Comparative Example 1 The same operation as in Example 1 was carried out except that Snowtex UP was not used, and the obtained powder was coarse particles having a particle diameter of 0.1 to 0.5 mm. The results of evaluating the coarse particles in the same manner as in Example 1 are shown in Table 2.

[0035]

[Table 2]

Example 2 Synthesis of Polymer Emulsion In a 2 L stainless steel autoclave, 1000 cc of pure water and Gohsenol GM-14 (partially saponified PVA having a saponification degree of 86 mol% and an average polymerization degree of 1400, Nippon Synthetic Chemical Industry Co., Ltd.) ), 10 gr of potassium persulfate, 10 gr of acrylic acid, 190 gr of vinyl acetate and 300 gr of ethylene, and emulsion polymerization was carried out at 50 ° C for 20 hours while stirring (400 rpm) with a propeller type stirring blade.
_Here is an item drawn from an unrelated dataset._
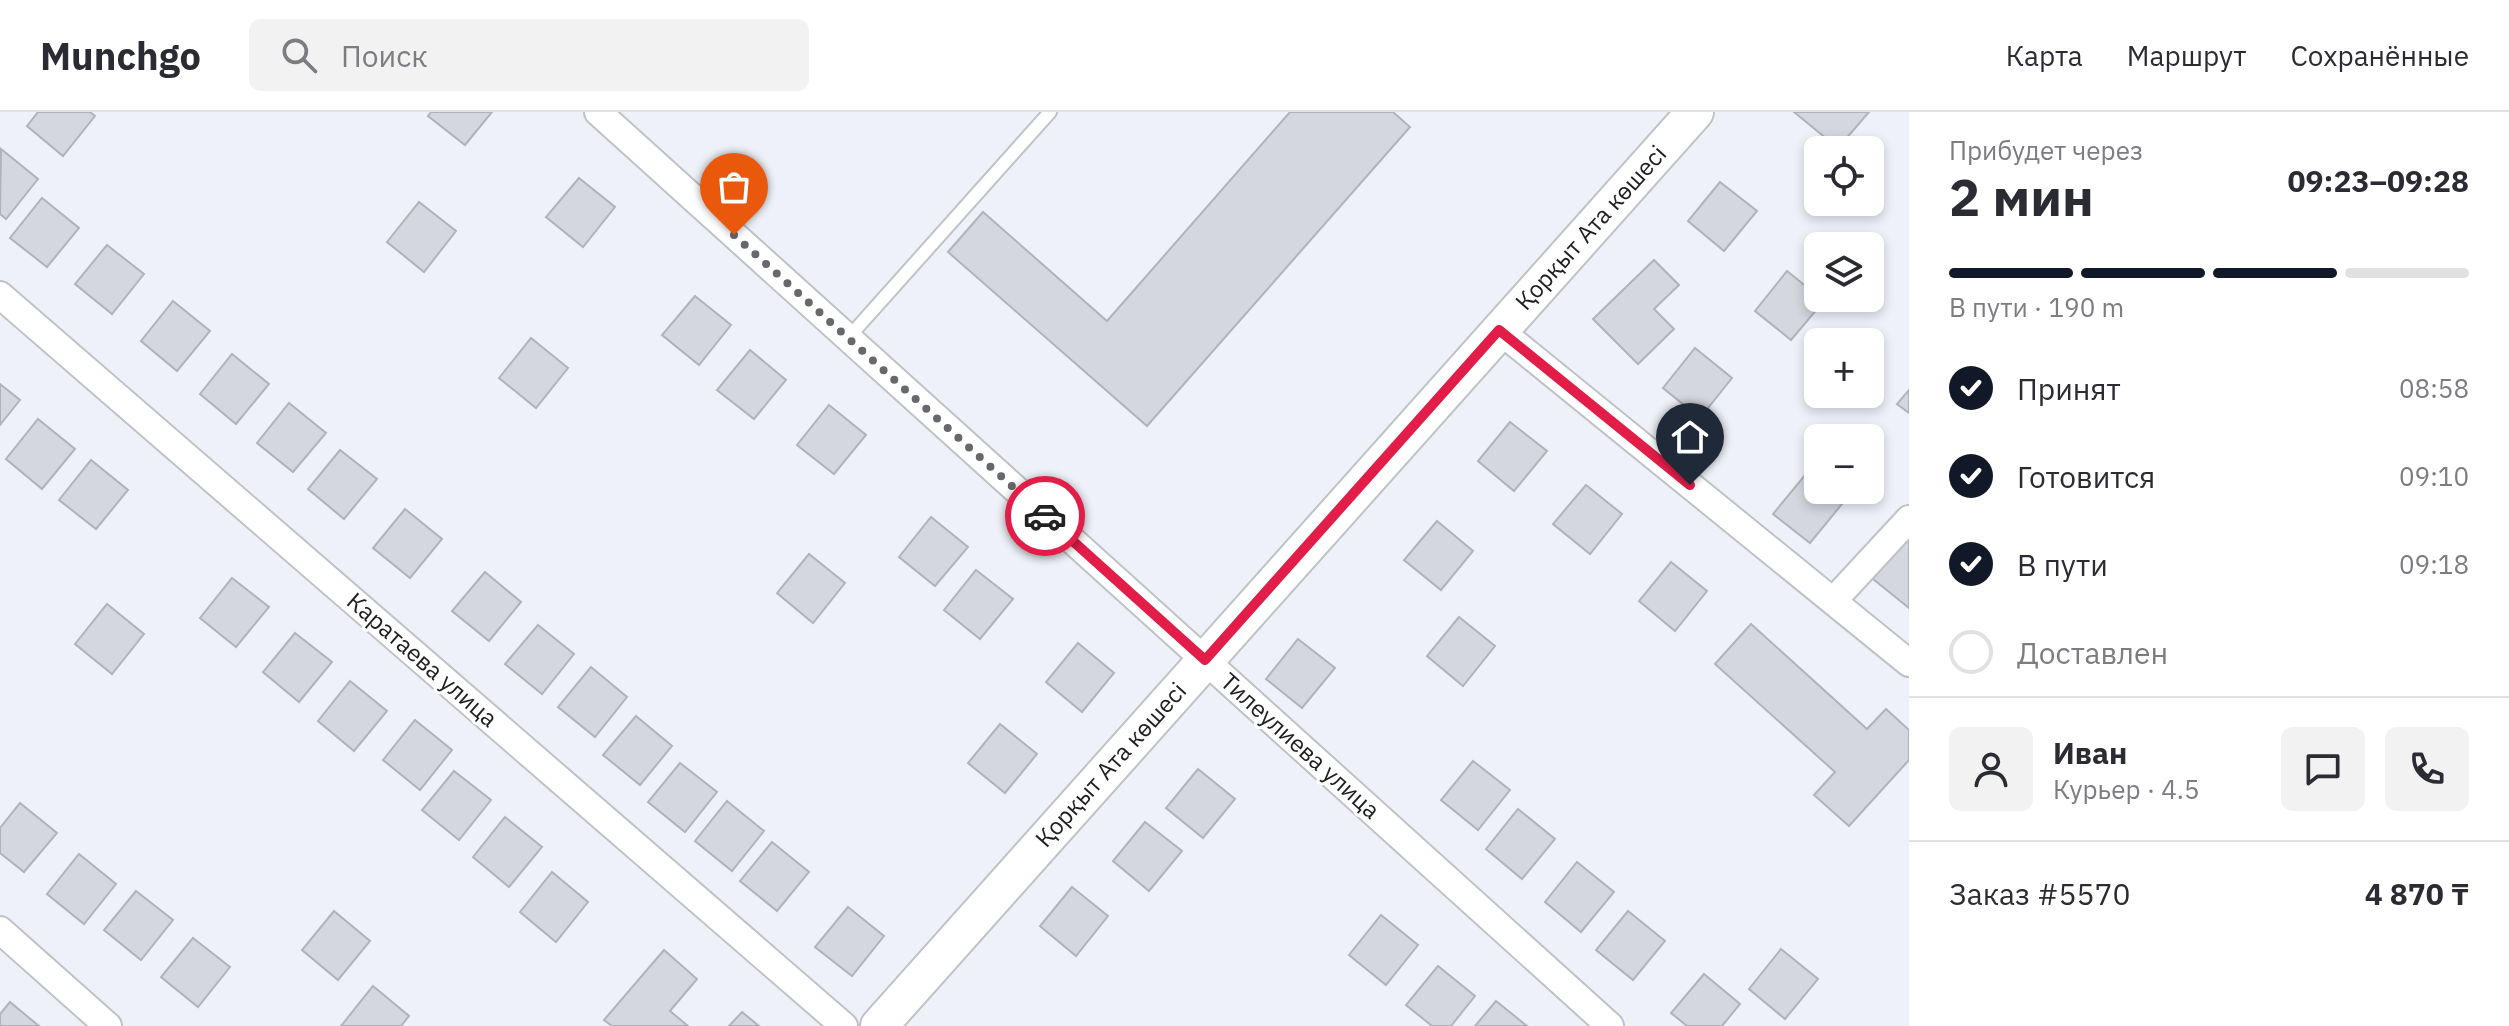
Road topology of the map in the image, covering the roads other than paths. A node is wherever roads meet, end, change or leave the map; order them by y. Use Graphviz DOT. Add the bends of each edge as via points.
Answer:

After purging the remaining ethylene gas, 19.2 g of Levenol WZ was further added.
r, 0.5 gr of potassium persulfate, 66 gr of styrene, 30 gr of acrylonitrile and NUC silane monomer A-174
(Γ-methacryloxypropyltrimethoxysilane, manufactured by Nippon Unicar Co., Ltd.)
When the emulsion polymerization was continued for a period of time, a polymer emulsion having a solid content of 34% by weight was obtained in which an acrylic acid / vinyl acetate / ethylene copolymer was used as a core and a shell portion was used as a styrene / acrylonitrile copolymer having a silanol group. .
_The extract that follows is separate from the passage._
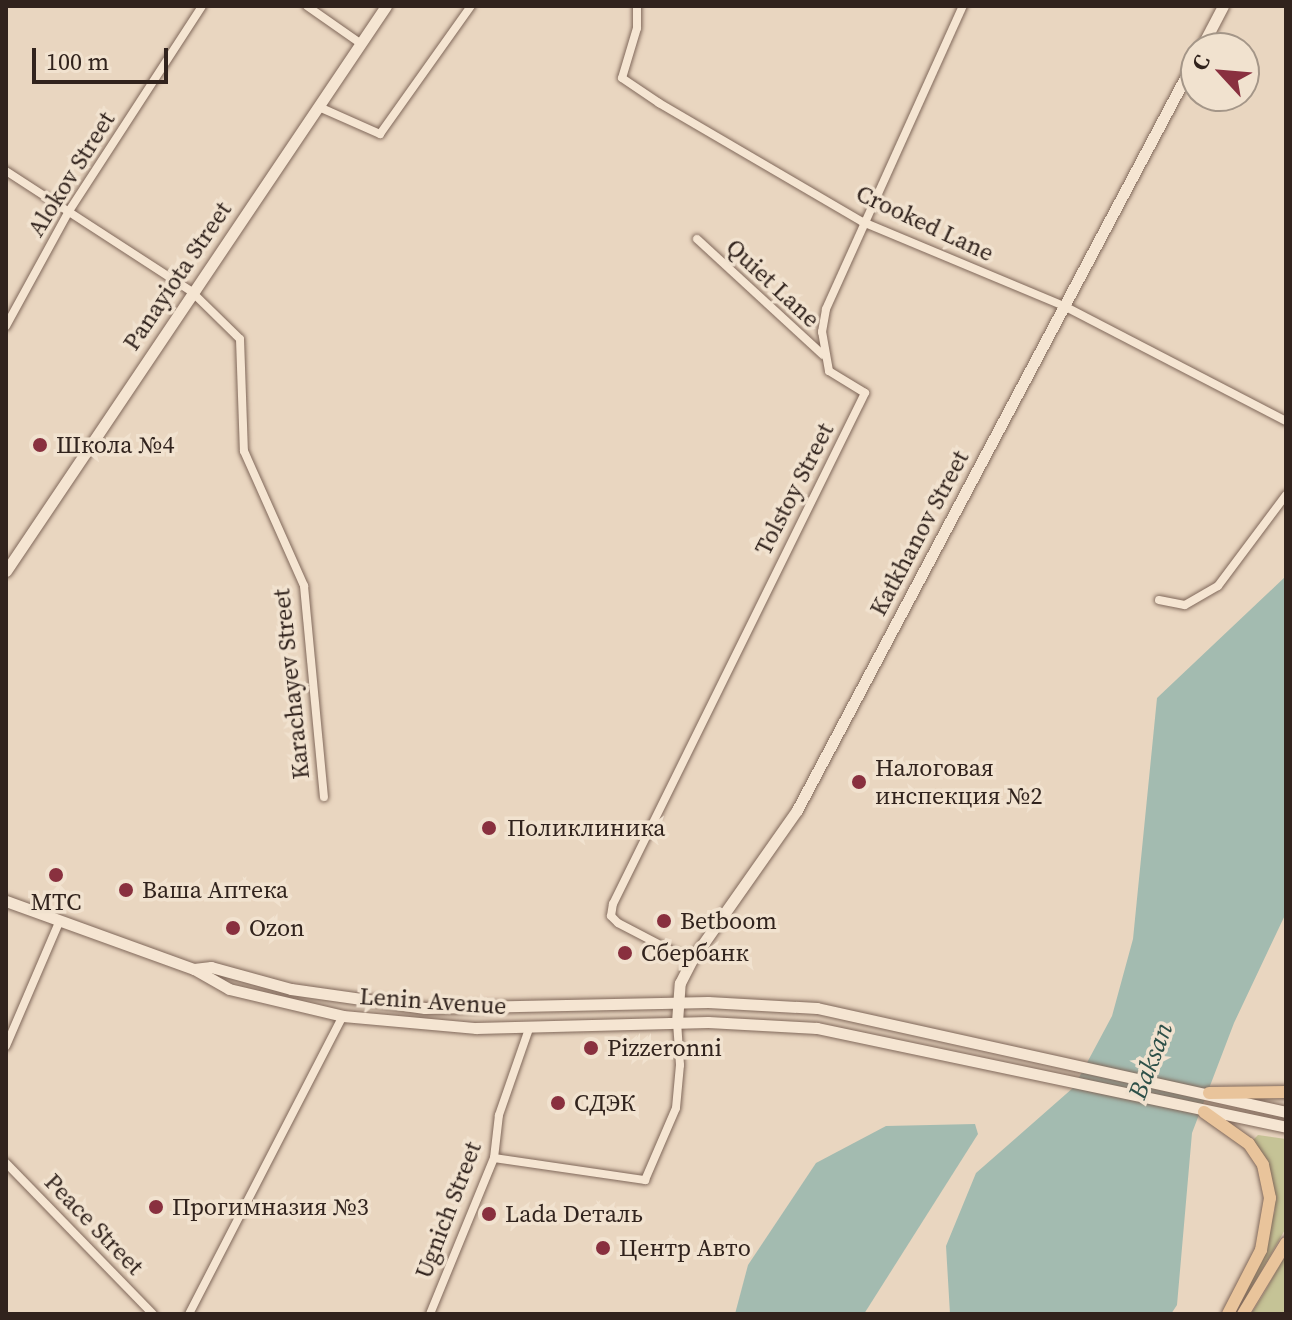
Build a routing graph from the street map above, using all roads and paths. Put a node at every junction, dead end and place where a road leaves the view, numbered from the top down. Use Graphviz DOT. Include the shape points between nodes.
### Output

Production of Polymer Powder In Example 1, 879 gr of the above-mentioned polymer emulsion, 38 gr of Snowtex UP,
Anhydrosilica "Aerosil 200" (Primary particle size 2-10
mμ, manufactured by Nippon Aerosil Co., Ltd.) and 15 g of IXE-600 (antimony, bismuth-based inorganic ion exchanger, particle size: 0.2-2 μm, manufactured by Toagosei Chemical Industry Co., Ltd.) as an ion exchanger. In the same way,
When silica sol and silica fine powder were loaded, the particle size was 5 to 50 μm, and silica and inorganic ion exchanger (1
Polymer powder of vinyl acetate / ethylene-based copolymer (88.9% by weight) loaded with 1.1% by weight)
0 gr was obtained.

Table 3 shows the results of evaluation in the same manner as in Example 1 except that low-soda alumina fine powder having a particle size of 2 to 10 μm was added as an inorganic filler to the obtained polymer powder. .

[0039]

[Table 3]

[0040]

According to the method for producing a polymer powder of the present invention,
Even when inorganic fine particles other than sol are used as the raw material of the inorganic layer, a fine polymer powder can be produced. In addition, the polymer powder produced by the method for producing a polymer powder of the present invention has a very low volatile content, and further has a porous surface with non-sol inorganic fine particles supported thereon. ) When blended with a wide range of resins such as acrylic resin, polyimide resin, polyphenylene sulfide resin, polyester resin or silicone resin, imparts internal stress relaxation, adhesion, surface durability or matting to the resin. When blended with cement, it can impart flexural strength, impact resistance or cracking resistance to the cured product of the cement, especially for semiconductor device sealants, structural adhesives or durability. It is useful as a modifier for paint bases.

Claims (1)

(57) [Claims] 1. A polymer powder comprising separating a polymer and an inorganic particle from an aqueous dispersion obtained by adding a non-sol inorganic fine particle to a mixture of a polymer emulsion and an inorganic sol. Manufacturing method.